When the loan is taken out, the borrower shows proof of both employment and a bank checking account, and writes a postdated check for the principal of the loan along with the added interest. In two weeks' time, the consumer is expected to repay the borrowed funds, with interest. If the customer does not appear to repay the loan, the financial institution cashes the check.
If the customer can't repay the loan, most states enable the borrower to "roll over" the loan; that is, to continue the loan for another fourteen days. At the end of the second two week period of time, the customer then owes the principal and four weeks' interest. A few states do not allow rolling over of quick cash loans; others place a cap on how many occasions a loan may be rolled over.
Payday loan lenders generally come under criticism because of the interest rates that they apply to their loans, which may often add up to several hundred percent if considered an annual rate of interest. A typical loan of $100 may well carry a fee of $15 over a two week period. When viewed as an annual rate of interest, this comes down to almost four hundred percent a year. Lenders back up these rates, saying that there is a high default rate that must be paid by other customers. They also point out that the lower rates offered by banks could not be successful over such short lending instances.
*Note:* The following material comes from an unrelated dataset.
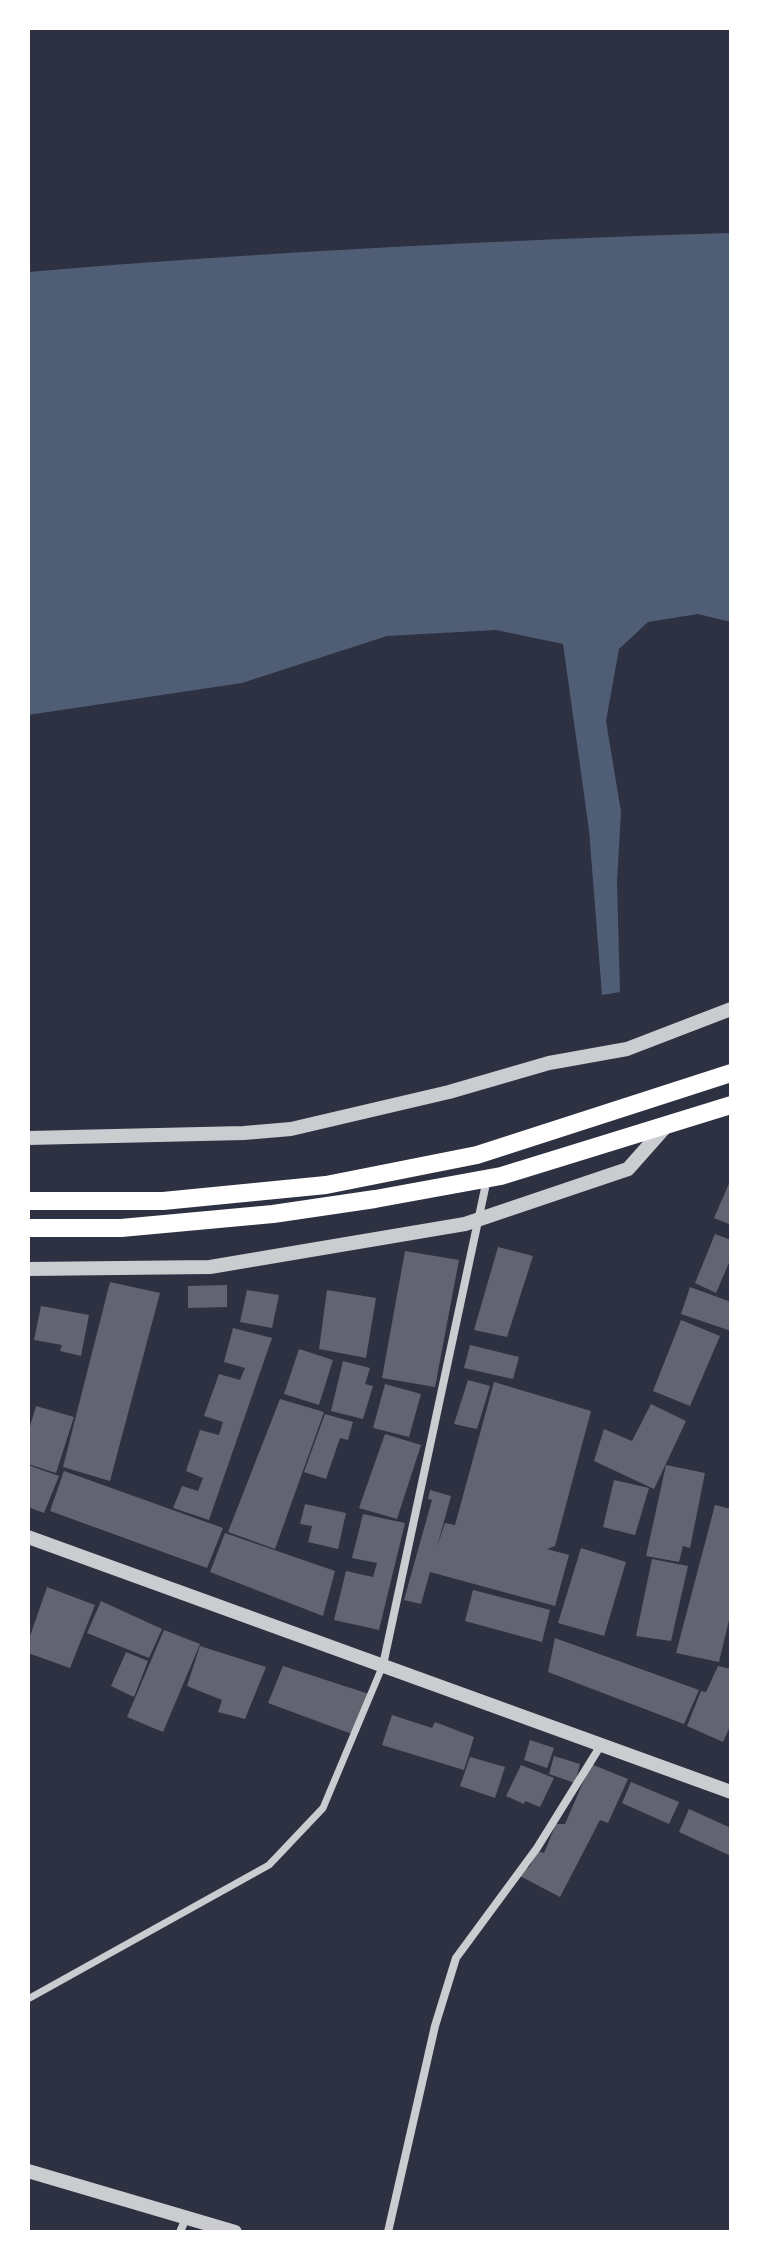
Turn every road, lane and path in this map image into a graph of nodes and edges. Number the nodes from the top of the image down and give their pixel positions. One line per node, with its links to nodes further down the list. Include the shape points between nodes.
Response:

Several states have strict usury laws; cash advance lenders in those states frequently circumvent them by giving the loans through banks in states which allow higher rates of interest. Furthermore, critics of payday loans point out that the stores that provide them are typically clustered in poor communities and that borrowers frequently end up in a "cycle of debt", often taking out a brand new cash advance loan as a way to repay a current one. A few states now restrict this practice and maintain databases of who has outstanding loans at any given time. Debtors who are in the database must repay their current debts before applying for a new loan.
Payday loans do fill a consumer need that banks do not, but individuals should bear in mind that cash advance loans are intended to be temporary answers to short-term problems. Any person who has financial difficulties on an recurring basis should look for other answers to their difficulties.